The Perils of estimating Correlation directly from historical Returns

Assume that you need to estimate the correlation between two assets A and B.  Maybe you need this estimate for risk management, portfolio allocation or some other purpose.  You decide that five years of monthly returns will be used to estimate correlation.  The rationale for using five years is that it provides a reasonable number of data points without going too far back to a time when the correlation structure most likely was different.

Unbeknownst to you, the true distribution of returns for both assets is normal with a mean of 8.0% and a standard deviation of 20.0%.  Furthermore, the assets have a constant correlation of zero.

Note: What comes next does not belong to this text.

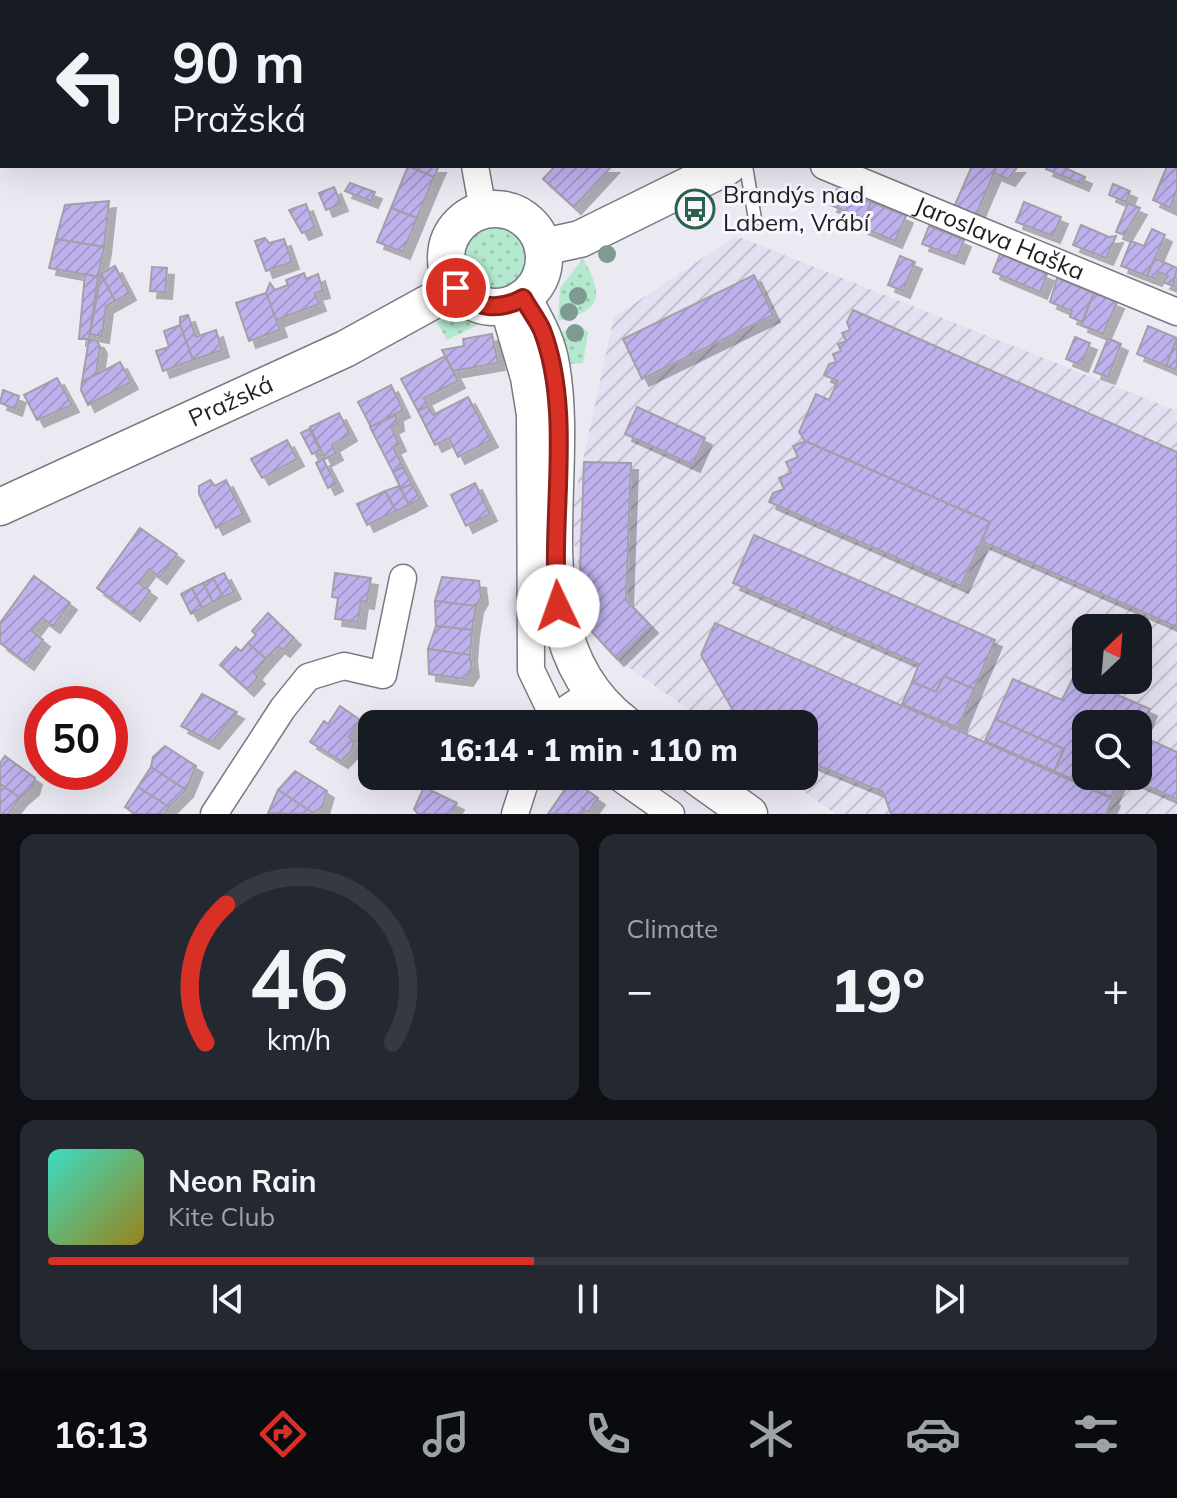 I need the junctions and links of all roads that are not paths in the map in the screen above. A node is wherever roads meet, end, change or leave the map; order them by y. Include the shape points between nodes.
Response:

Using simulation methods, we can study the distribution of historical 5-year correlations that may arise despite the true correlation of zero.  We perform the following process 100,000 times:

  1. Simulate five years (60 months) of returns for each asset assuming zero correlation
  2. Calculate the sample correlation between the two return series over the five year period

The resulting estimates are highly variable.  95% of observations fall between -0.21 and 0.21.  The minimum correlation estimate in the simulation was -0.54 and the maximum correlation estimate was 0.59.

The full distribution of correlation estimates over the simulation is presented in the following histogram.

This high degree of correlation estimation error exists when the return structure is highly simplified (normally distributed, constant correlation).  The correlation estimation problem becomes even more pressing when more realistic assumptions are included:

  • Correlation regime changes
  • Non-linear return relationships (think correlations going to 1 in market crashes)
  • Non-normality

In particular, correlation regime changes and non-linear return relationships shorten the historical period that is appropriate for estimating correlations, which only exacerbates estimation error.